BrewMasterBrad wrote:On the other hand, I have seen that several craft breweries are actually stopping their distribution activities altogether. Instead, they are concentrating on selling directly to customers in their tasting rooms. Direct sales to customers means higher margins and the costs of packaging are reduced. This could be a trend that really benefits the growth of small, local breweries. Time will tell.
It makes for a VERY interesting growth of the brewing industry going forward. I've long argued that we might be in another "craft beer bubble" like the micro bubble in the 1990s. And a lot of it is for exactly the reason you discuss above. The grocery store and liquor store shelves are simply not big enough to support 4,000+ packaging breweries. Especially when the bigger craft brands like Lagunitas, Ballast Point, Sierra Nevada, Stone, etc are getting large enough to have robust national distribution and take up a lot of space on store shelves.

So there are only two options. The US can certainly support 4,000+ breweries (there are probably 8,000 wineries in the US), but only if those breweries are smaller and more modest. If they are seen as local hang-outs rather than even regionally powerful, and if they are owned by people who treat them as a lifestyle business rather than having goals to be the next billion-dollar acquisition target, they can survive.

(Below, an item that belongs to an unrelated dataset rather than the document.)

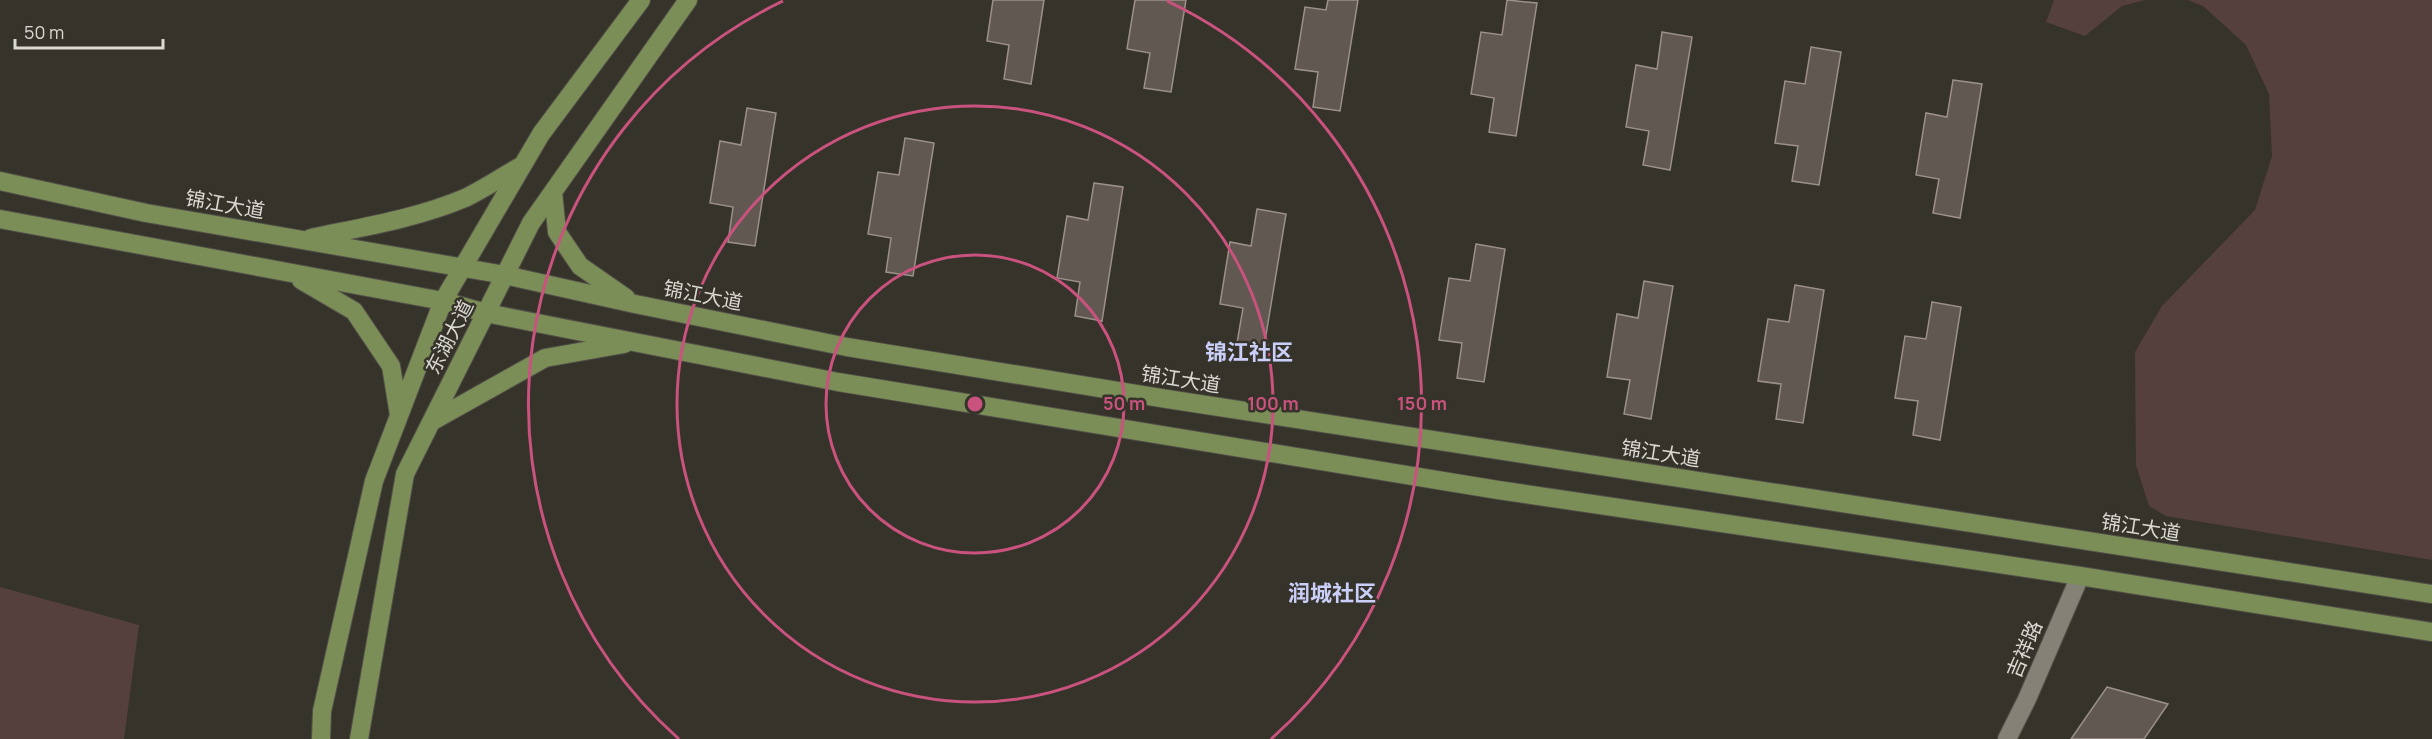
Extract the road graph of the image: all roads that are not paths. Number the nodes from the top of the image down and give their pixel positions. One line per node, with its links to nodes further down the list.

I suspect, however, that we have one more big contraction in the industry before we get there. "Craft Beer" has now become the in thing, and I think the fickle fad-chasing public will move on to something else at that time. The result has been an explosion in the number of breweries but not necessarily enough quality in some of these breweries. I think the response to that will be a winnowing of the lower quality breweries, which frankly needs to happen anyway. If you can't brew good beer, you shouldn't be making profits selling bad beer.

That said, I think some of the restrictions put on the merger were good, and I don't think that it'll materially change the trajectory of craft in the long haul. What worries me is that if my predictions of a craft beer bubble bursting come to pass, and if they come to pass at the same time as this merger goes into effect (say anytime between now and ~2018), people will misattribute cause and effect and say that it was the merger that caused the craft contraction.